### [Exercise description]
Please report every line in the entries that contains the string "神戸三田線".

Collected data:
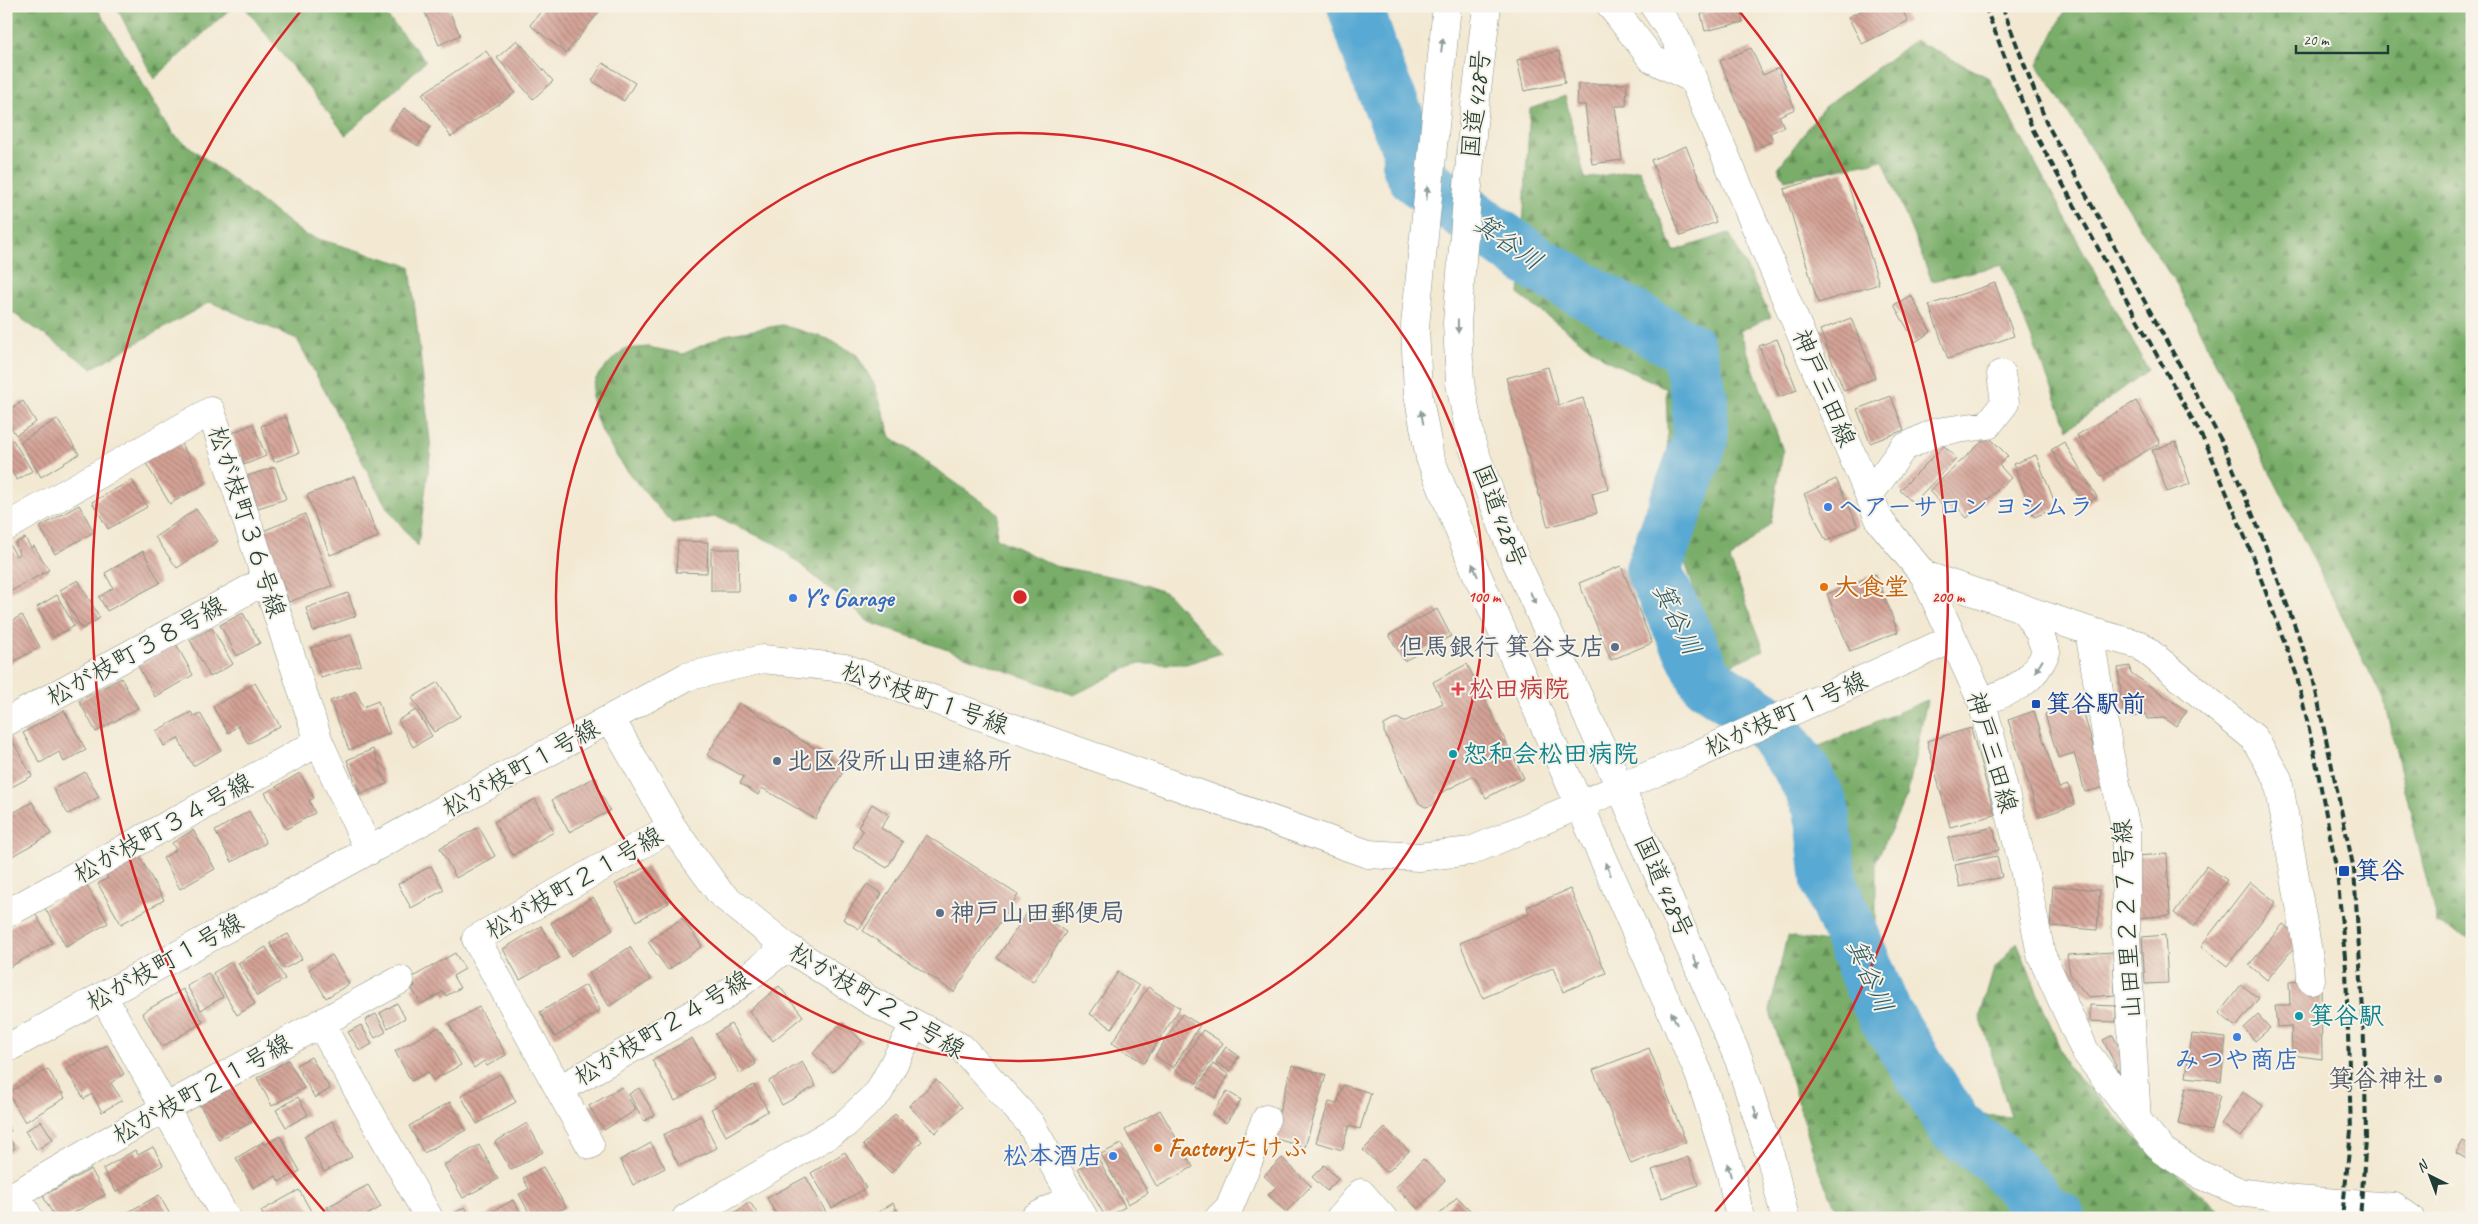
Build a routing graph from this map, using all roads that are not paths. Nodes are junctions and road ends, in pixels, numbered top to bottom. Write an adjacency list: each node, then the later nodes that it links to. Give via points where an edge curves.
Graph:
1 (1447, 6): 19 (main road, 国道428号, one-way to 1, via 1476,572 1430,458 1418,394 1415,326)
2 (1487, 6): 18 (main road, 国道428号, one-way to 18, via 1460,278 1457,323 1460,383 1472,445 1515,559)
3 (1611, 6): 5 (main road, via 1652,59)
4 (1654, 6): 5 (main road, 神戸三田線, via 1676,39)
5 (1693, 79): 7 (main road, 神戸三田線)
6 (2001, 374): 7 (main road, via 2005,403 1988,425 1936,432 1903,448)
7 (1869, 495): 9 (main road, 神戸三田線, via 1880,521)
8 (6, 527): 10 (main road, 松が枝町３６号線, via 211,411)
9 (1924, 575): 11 (main road); 13 (main road, 神戸三田線)
10 (266, 580): 16 (main road, 松が枝町３８号線); 17 (main road, 松が枝町３６号線)
11 (2023, 608): 12 (main road); 14 (main road, one-way to 14, via 2039,632 2046,652 2039,670 2016,689)
12 (2089, 631): 25 (main road, via 2140,645 2254,738 2278,779); 33 (main road, 山田里２２７号線, via 2126,830 2126,938)
13 (1952, 639): 14 (main road, 神戸三田線); 18 (main road, 松が枝町１号線)
14 (1982, 702): 33 (main road, 神戸三田線, via 2024,869 2041,954 2085,1051)
15 (612, 719): 19 (main road, 松が枝町１号線, via 686,677 763,659 845,668 1368,854 1419,857 1471,851); 20 (main road, 松が枝町２２号線); 21 (main road, 松が枝町１号線)
16 (6, 722)
17 (319, 742): 21 (main road, 松が枝町３６号線); 22 (main road, 松が枝町３４号線)
18 (1621, 789): 19 (main road, 松が枝町１号線); 46 (main road, 国道428号, one-way to 46, via 1739,1060 1772,1162)
19 (1580, 806): 45 (main road, 国道428号, one-way to 19, via 1731,1174 1699,1074)
20 (672, 827): 23 (main road, 松が枝町２２号線, via 720,893); 30 (main road, 松が枝町２１号線, via 476,939)
21 (369, 851): 26 (main road, 松が枝町１号線)
22 (6, 914)
23 (787, 947): 28 (main road, 松が枝町２２号線); 30 (main road, 松が枝町２４号線, via 724,997)
24 (400, 980): 27 (main road, 松が枝町２１号線)
25 (2311, 980)
26 (103, 996): 29 (main road, 松が枝町１号線); 31 (main road)
27 (320, 1023): 31 (main road, 松が枝町２１号線); 39 (main road)
28 (914, 1025): 36 (main road, 松が枝町２２号線, via 962,1048 1030,1123); 40 (main road, via 879,1092 843,1126)
29 (6, 1049)
30 (560, 1089): 34 (main road)
31 (165, 1108): 35 (main road, 松が枝町２１号線); 38 (main road)
32 (1266, 1119): 42 (main road, via 1229,1208)
33 (2137, 1120): 37 (main road, 神戸三田線, via 2162,1150 2201,1175 2240,1192)
34 (590, 1145)
35 (17, 1204)
36 (1078, 1207): 41 (main road)
37 (2296, 1209): 47 (main road, 神戸三田線, via 2394,1206)
38 (226, 1218)
39 (429, 1218)
40 (686, 1218)
41 (1034, 1218)
42 (1220, 1218)
43 (1340, 1218): 44 (main road, via 1360,1193)
44 (1383, 1218)
45 (1740, 1218)
46 (1785, 1218)
47 (2410, 1218)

### [Solution to this task]
4 (1654, 6): 5 (main road, 神戸三田線, via 1676,39)
5 (1693, 79): 7 (main road, 神戸三田線)
7 (1869, 495): 9 (main road, 神戸三田線, via 1880,521)
9 (1924, 575): 11 (main road); 13 (main road, 神戸三田線)
13 (1952, 639): 14 (main road, 神戸三田線); 18 (main road, 松が枝町１号線)
14 (1982, 702): 33 (main road, 神戸三田線, via 2024,869 2041,954 2085,1051)
33 (2137, 1120): 37 (main road, 神戸三田線, via 2162,1150 2201,1175 2240,1192)
37 (2296, 1209): 47 (main road, 神戸三田線, via 2394,1206)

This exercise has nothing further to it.